Pub date a nnounced f or publica tion of Na bokov’s no tes ...
Pub date announced for publication of Nabokov’s notes
20 April 2009
The 138 index cards that comprise Vladimir Nabokov's The Original of Laura
A publication date for Vladimir Nabokov’s unfinished novel The Original of Laura has finally been announced: according to a Bookseller report by Benedicte Page, Penguin UK will publish it in the UK, and Knopf in the US, simultaneously on November 3.

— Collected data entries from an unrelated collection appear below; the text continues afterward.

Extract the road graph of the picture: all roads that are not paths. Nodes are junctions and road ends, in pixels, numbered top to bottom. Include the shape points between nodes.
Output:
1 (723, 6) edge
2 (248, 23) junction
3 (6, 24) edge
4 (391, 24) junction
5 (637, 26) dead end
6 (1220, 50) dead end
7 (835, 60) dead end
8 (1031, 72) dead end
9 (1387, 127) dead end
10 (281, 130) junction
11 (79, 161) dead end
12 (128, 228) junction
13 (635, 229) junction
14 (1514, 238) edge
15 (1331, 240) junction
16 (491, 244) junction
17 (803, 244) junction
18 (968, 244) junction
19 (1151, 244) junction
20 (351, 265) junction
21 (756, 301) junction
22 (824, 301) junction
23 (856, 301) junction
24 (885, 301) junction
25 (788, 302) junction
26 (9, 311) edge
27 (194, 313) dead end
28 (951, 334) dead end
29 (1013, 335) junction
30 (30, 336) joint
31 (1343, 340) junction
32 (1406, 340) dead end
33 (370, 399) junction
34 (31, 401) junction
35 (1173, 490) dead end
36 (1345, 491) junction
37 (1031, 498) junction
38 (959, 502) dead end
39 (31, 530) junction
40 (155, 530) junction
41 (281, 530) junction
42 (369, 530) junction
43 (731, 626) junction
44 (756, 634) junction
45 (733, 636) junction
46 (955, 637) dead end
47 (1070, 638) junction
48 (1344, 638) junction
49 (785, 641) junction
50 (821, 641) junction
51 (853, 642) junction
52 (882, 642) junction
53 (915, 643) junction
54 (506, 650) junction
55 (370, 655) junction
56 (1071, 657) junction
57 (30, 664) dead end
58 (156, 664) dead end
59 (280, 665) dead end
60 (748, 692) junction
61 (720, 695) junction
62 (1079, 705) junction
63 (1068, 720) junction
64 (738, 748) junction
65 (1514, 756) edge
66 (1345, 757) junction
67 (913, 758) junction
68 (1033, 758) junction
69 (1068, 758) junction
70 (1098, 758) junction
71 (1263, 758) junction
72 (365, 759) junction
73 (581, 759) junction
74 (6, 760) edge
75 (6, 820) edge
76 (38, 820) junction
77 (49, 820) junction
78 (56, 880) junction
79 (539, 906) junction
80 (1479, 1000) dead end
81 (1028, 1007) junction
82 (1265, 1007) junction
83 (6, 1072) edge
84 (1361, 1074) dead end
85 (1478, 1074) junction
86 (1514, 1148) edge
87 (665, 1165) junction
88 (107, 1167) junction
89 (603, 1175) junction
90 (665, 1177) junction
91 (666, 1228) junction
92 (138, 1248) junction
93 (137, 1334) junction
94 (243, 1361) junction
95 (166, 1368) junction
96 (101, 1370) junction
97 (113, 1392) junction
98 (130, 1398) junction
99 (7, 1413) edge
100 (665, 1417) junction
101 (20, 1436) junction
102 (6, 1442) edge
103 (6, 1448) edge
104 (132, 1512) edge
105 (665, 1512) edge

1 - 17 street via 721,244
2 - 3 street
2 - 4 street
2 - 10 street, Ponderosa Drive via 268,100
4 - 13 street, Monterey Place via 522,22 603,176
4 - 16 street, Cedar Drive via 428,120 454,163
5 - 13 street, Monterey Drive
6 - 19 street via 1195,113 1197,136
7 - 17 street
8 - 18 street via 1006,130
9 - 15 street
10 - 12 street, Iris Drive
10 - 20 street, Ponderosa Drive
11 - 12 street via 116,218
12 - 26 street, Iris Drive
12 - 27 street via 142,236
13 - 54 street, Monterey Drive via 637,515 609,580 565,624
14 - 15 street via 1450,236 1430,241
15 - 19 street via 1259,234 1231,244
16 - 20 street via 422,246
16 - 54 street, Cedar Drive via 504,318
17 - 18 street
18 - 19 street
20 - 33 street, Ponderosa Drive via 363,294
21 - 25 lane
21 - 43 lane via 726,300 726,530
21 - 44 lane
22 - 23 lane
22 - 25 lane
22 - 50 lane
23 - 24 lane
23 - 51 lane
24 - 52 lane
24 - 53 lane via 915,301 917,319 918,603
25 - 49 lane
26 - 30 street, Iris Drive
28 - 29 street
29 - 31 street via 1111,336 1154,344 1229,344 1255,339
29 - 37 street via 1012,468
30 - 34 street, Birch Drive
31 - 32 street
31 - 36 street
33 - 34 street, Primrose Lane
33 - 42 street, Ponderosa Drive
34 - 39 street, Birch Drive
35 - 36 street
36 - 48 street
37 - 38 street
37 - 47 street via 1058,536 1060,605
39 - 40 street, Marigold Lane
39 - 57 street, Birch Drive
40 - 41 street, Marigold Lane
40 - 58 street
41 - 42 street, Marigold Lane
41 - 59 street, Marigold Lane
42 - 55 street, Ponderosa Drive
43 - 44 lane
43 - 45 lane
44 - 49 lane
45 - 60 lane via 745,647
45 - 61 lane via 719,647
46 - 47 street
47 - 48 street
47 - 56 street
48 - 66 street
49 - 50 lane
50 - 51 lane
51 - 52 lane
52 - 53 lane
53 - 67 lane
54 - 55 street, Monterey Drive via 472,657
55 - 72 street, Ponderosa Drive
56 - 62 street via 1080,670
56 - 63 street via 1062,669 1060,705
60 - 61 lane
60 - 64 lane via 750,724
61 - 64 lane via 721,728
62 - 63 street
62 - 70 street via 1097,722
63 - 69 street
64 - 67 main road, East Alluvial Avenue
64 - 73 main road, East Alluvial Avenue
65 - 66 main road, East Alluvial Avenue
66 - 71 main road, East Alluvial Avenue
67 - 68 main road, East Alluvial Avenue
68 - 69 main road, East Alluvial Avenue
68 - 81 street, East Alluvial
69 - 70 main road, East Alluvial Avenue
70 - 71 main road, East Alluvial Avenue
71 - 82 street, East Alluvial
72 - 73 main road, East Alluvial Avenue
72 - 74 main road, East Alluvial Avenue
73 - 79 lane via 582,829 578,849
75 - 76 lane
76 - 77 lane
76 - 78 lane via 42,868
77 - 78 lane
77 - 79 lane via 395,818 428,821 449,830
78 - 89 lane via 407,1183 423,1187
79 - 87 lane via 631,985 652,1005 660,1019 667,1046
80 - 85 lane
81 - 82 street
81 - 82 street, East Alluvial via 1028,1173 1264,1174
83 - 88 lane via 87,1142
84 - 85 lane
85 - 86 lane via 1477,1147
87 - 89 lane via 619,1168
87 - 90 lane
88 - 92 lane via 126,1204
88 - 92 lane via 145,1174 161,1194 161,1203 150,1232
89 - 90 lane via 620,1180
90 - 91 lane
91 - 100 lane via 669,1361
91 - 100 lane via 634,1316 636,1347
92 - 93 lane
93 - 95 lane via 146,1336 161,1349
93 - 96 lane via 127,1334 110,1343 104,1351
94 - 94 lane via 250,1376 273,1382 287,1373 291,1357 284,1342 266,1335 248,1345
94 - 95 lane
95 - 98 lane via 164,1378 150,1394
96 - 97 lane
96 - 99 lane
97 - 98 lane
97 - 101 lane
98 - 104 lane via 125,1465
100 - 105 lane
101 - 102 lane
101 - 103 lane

The report gives the details of the British deal: Penguin closed a six-figure deal negotiated by agent Andrew Wylie that will also see Penguin reprinting the etnire Nabokov backlist. But the report doesn’t detail the American deal — it doesn’t say, for example, whether Knopf bought US rights from Penguin or the Nabokov estate in a similar, multi-title deal.
Nor does the report explain how an unfinished book that isn’t realy a book — isn’t even a manuscript, it’s actually what would in a more honest world be called scholarly matter: 138 index cards of notes — justifies a whopping $35 cover price here, while Penguin’s goes for £24.07. (Time to think like a publisher: Hmmm … one card per page, facing page of descriptive hoo-haw … wide margins … other photos ((author, writing)) … lengthy introduction AND a preface, maybe a foreword too … lots of back matter — oh yes, and hard covers …..)
As detailed in a previous MobyLives story, Nabokov himself felt strongly the material was not publishable and left explicit orders to burn it if he died before finishing. However, more than three decades after Nabokov’s death in 1977, his son, Dmitri Nabokov, was persuaded to break those orders by a persuasive team from Penguin–the Bookseller doesn’t indicate whether Knopf was involved–and, of course, that stalwart champion of mother literature, Andrew Wylie.
The Penguin editor over-seeing the project, Alexis Kirschbaum, explained to The Bookseller why Penguin’s publication of the notes against the author’s wishes — let alone their presentation of it as a book — is legit: “I’m an avid, obsessed fan of Nabokov and for other fans it’s incredibly interesting to see his handwriting and read his prose—not necessarily extremely polished, but you can still see kernels of genius in everything he wrote.”
Except for that list of instructions he left behind, it seems.